Action item -
Set down exactly the lines of the records from the top to the line containing "Digitize the connectivity of all"; include both.

[Collected data entries]
====
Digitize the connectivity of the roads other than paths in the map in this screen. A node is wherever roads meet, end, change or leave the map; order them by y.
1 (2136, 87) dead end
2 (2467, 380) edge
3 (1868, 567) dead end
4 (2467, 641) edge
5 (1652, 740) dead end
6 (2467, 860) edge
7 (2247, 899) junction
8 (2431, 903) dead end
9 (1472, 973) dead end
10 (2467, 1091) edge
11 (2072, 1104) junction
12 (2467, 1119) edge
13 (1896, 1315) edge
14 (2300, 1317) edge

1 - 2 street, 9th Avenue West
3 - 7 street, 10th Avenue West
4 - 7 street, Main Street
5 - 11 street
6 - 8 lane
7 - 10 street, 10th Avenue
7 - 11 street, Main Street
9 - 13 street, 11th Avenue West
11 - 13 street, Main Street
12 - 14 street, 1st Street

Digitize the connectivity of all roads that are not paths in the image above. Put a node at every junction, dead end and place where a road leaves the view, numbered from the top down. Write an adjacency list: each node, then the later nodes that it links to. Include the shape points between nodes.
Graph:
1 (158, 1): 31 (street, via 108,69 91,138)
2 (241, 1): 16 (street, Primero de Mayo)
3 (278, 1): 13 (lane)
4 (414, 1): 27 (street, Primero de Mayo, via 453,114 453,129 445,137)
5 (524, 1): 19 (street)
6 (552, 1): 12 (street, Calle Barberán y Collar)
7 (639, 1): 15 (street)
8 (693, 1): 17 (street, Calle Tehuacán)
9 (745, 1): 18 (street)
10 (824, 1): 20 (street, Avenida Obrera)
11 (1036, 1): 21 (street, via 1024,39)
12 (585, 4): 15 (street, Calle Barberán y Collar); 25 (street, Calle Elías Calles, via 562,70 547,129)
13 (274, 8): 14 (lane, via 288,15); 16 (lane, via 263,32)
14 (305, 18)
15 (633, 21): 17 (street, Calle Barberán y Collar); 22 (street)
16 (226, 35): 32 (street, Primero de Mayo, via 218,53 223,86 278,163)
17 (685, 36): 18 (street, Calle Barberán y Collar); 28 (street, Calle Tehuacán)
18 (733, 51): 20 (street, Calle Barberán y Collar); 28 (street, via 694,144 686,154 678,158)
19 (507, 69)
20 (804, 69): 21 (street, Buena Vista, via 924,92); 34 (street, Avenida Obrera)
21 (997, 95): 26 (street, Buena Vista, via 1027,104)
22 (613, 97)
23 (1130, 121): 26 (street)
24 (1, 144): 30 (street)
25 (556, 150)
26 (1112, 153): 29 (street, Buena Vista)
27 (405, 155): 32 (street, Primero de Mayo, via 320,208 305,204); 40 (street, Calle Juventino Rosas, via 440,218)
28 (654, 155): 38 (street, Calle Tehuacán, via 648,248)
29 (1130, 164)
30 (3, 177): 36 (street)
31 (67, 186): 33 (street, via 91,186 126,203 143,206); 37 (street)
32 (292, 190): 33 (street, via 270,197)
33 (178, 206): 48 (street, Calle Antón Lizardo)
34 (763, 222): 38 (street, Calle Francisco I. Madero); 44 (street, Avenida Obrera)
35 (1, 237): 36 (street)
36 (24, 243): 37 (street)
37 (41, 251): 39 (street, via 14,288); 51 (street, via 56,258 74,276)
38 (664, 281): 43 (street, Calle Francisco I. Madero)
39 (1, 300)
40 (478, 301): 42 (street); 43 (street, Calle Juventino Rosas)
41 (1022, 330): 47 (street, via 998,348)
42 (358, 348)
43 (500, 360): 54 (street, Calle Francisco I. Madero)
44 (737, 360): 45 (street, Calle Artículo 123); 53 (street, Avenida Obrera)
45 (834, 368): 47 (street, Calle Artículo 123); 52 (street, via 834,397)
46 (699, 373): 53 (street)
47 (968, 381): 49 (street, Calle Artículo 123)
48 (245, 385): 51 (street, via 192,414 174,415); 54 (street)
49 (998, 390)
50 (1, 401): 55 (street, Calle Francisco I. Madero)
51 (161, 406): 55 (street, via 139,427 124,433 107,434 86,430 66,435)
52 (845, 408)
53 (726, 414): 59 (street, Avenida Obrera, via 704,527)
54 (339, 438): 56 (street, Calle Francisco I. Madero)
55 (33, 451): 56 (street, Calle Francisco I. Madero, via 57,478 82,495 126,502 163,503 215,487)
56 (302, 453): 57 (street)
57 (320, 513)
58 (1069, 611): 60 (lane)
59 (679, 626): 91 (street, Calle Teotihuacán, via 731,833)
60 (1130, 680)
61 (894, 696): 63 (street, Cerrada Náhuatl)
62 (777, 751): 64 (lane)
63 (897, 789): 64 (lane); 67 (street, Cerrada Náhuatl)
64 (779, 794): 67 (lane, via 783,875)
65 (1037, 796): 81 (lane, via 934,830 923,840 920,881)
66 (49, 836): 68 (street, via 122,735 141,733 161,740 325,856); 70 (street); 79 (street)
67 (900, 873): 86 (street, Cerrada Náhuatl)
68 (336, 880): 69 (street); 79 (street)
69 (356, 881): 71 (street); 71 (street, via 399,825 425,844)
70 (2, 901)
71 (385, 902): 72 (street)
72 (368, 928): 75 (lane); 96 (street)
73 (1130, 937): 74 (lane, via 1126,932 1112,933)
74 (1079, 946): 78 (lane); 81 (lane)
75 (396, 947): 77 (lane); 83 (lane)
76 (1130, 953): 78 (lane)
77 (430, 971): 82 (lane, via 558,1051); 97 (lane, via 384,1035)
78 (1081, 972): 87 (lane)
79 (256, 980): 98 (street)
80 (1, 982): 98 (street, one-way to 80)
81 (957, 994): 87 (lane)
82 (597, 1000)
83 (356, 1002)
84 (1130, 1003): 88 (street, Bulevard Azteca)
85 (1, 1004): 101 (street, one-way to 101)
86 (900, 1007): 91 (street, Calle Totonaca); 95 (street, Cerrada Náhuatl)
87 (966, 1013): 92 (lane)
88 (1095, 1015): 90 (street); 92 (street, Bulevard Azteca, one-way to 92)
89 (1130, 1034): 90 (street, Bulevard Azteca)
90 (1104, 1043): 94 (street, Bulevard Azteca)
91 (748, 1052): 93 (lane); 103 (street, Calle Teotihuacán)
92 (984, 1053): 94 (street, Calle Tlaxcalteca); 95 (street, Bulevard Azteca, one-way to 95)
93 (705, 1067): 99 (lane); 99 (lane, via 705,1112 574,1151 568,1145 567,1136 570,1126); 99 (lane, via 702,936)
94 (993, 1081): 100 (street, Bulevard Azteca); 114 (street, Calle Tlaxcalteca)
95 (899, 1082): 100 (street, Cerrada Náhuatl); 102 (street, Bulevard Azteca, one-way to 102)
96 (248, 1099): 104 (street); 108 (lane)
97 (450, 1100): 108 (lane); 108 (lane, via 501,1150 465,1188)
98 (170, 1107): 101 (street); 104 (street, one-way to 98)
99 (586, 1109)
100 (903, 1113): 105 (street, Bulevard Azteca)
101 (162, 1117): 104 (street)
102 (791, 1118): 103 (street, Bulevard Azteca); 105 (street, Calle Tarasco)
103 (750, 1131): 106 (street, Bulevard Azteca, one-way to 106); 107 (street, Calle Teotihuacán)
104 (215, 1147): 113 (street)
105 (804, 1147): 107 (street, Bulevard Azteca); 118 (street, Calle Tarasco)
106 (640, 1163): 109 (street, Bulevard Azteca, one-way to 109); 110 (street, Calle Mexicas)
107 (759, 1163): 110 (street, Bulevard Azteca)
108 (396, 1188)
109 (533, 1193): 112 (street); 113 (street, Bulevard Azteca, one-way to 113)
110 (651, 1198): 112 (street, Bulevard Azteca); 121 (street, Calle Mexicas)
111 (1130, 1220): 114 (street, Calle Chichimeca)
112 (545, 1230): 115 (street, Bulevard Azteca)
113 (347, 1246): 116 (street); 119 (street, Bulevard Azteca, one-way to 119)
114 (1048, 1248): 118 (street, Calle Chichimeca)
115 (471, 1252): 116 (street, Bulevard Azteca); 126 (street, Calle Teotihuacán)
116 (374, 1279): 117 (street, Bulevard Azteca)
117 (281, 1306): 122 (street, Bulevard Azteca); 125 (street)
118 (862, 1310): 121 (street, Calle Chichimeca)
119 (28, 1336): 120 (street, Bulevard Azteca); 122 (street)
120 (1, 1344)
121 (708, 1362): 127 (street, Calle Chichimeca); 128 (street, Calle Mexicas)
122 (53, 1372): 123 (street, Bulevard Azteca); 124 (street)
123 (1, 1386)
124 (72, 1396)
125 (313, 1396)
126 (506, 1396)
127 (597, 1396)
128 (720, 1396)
====
Your response -
Digitize the connectivity of the roads other than paths in the map in this screen. A node is wherever roads meet, end, change or leave the map; order them by y.
1 (2136, 87) dead end
2 (2467, 380) edge
3 (1868, 567) dead end
4 (2467, 641) edge
5 (1652, 740) dead end
6 (2467, 860) edge
7 (2247, 899) junction
8 (2431, 903) dead end
9 (1472, 973) dead end
10 (2467, 1091) edge
11 (2072, 1104) junction
12 (2467, 1119) edge
13 (1896, 1315) edge
14 (2300, 1317) edge

1 - 2 street, 9th Avenue West
3 - 7 street, 10th Avenue West
4 - 7 street, Main Street
5 - 11 street
6 - 8 lane
7 - 10 street, 10th Avenue
7 - 11 street, Main Street
9 - 13 street, 11th Avenue West
11 - 13 street, Main Street
12 - 14 street, 1st Street

Digitize the connectivity of all roads that are not paths in the image above. Put a node at every junction, dead end and place where a road leaves the view, numbered from the top down. Write an adjacency list: each node, then the later nodes that it links to. Include the shape points between nodes.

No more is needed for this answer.